▶ [Problem to work on] An exact copy of the entries below is required, with all pictures removed.

▶ [Entries shown]
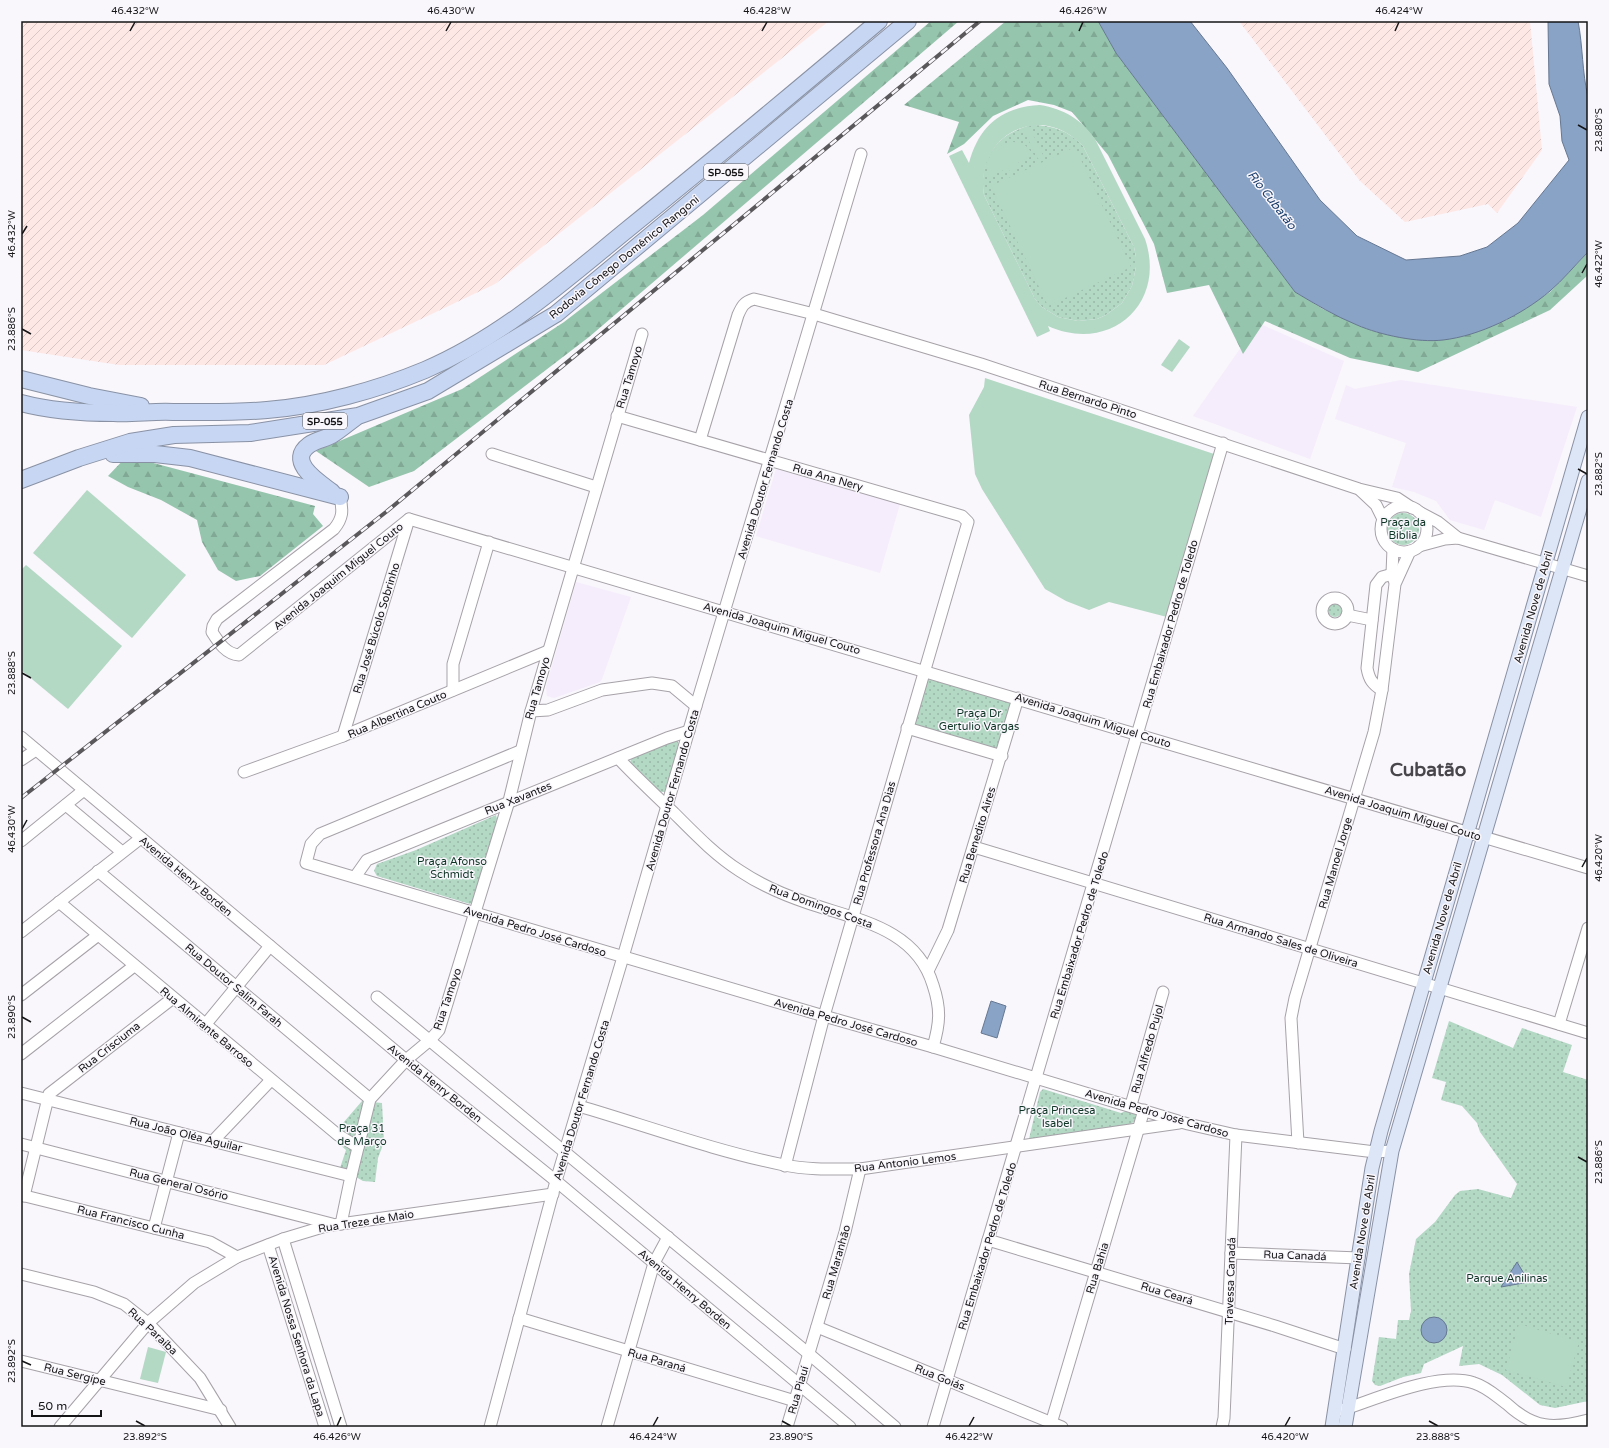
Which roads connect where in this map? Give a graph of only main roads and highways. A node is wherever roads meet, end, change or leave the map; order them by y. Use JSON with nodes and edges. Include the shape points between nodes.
{"nodes":[{"id":1,"x":879,"y":21,"type":"edge"},
{"id":2,"x":905,"y":24,"type":"edge"},
{"id":3,"x":21,"y":379,"type":"edge"},
{"id":4,"x":21,"y":403,"type":"edge"},
{"id":5,"x":172,"y":411,"type":"junction"},
{"id":6,"x":358,"y":416,"type":"junction"},
{"id":7,"x":1588,"y":418,"type":"edge"},
{"id":8,"x":79,"y":458,"type":"junction"},
{"id":9,"x":21,"y":480,"type":"edge"},
{"id":10,"x":1588,"y":481,"type":"edge"},
{"id":11,"x":1332,"y":1427,"type":"edge"},
{"id":12,"x":1345,"y":1427,"type":"edge"}],
"edges":[{"from":1,"to":5,"type":"highway","name":"Rodovia Cônego Domênico Rangoni","number":"SP-055","via":[[520,317],[470,348],[387,384],[328,400],[270,410],[206,413]]},
{"from":2,"to":6,"type":"highway","name":"Rodovia Cônego Domênico Rangoni","number":"SP-055","via":[[550,318],[428,391]]},
{"from":3,"to":5,"type":"highway","name":"Rodovia Cônego Domênico Rangoni","number":"SP-055","via":[[89,396]]},
{"from":4,"to":5,"type":"highway","name":"Rodovia Cônego Domênico Rangoni","number":"SP-055","via":[[59,411]]},
{"from":6,"to":8,"type":"highway","name":"Rodovia Cônego Domênico Rangoni","number":"SP-055","via":[[250,433],[174,436],[130,442]]},
{"from":6,"to":8,"type":"highway","via":[[333,434],[308,445],[301,458],[308,474],[340,497],[190,458],[125,453]]},
{"from":7,"to":11,"type":"main road","name":"Avenida Nove de Abril","via":[[1375,1152]]},
{"from":8,"to":9,"type":"highway","name":"Rodovia Cônego Domênico Rangoni","number":"SP-055"},
{"from":10,"to":12,"type":"main road","name":"Avenida Nove de Abril","via":[[1392,1151]]}]}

▶ [Worked solution]
Which roads connect where in this map? Give a graph of only main roads and highways. A node is wherever roads meet, end, change or leave the map; order them by y. Use JSON with nodes and edges. Include the shape points between nodes.
{"nodes":[{"id":1,"x":879,"y":21,"type":"edge"},
{"id":2,"x":905,"y":24,"type":"edge"},
{"id":3,"x":21,"y":379,"type":"edge"},
{"id":4,"x":21,"y":403,"type":"edge"},
{"id":5,"x":172,"y":411,"type":"junction"},
{"id":6,"x":358,"y":416,"type":"junction"},
{"id":7,"x":1588,"y":418,"type":"edge"},
{"id":8,"x":79,"y":458,"type":"junction"},
{"id":9,"x":21,"y":480,"type":"edge"},
{"id":10,"x":1588,"y":481,"type":"edge"},
{"id":11,"x":1332,"y":1427,"type":"edge"},
{"id":12,"x":1345,"y":1427,"type":"edge"}],
"edges":[{"from":1,"to":5,"type":"highway","name":"Rodovia Cônego Domênico Rangoni","number":"SP-055","via":[[520,317],[470,348],[387,384],[328,400],[270,410],[206,413]]},
{"from":2,"to":6,"type":"highway","name":"Rodovia Cônego Domênico Rangoni","number":"SP-055","via":[[550,318],[428,391]]},
{"from":3,"to":5,"type":"highway","name":"Rodovia Cônego Domênico Rangoni","number":"SP-055","via":[[89,396]]},
{"from":4,"to":5,"type":"highway","name":"Rodovia Cônego Domênico Rangoni","number":"SP-055","via":[[59,411]]},
{"from":6,"to":8,"type":"highway","name":"Rodovia Cônego Domênico Rangoni","number":"SP-055","via":[[250,433],[174,436],[130,442]]},
{"from":6,"to":8,"type":"highway","via":[[333,434],[308,445],[301,458],[308,474],[340,497],[190,458],[125,453]]},
{"from":7,"to":11,"type":"main road","name":"Avenida Nove de Abril","via":[[1375,1152]]},
{"from":8,"to":9,"type":"highway","name":"Rodovia Cônego Domênico Rangoni","number":"SP-055"},
{"from":10,"to":12,"type":"main road","name":"Avenida Nove de Abril","via":[[1392,1151]]}]}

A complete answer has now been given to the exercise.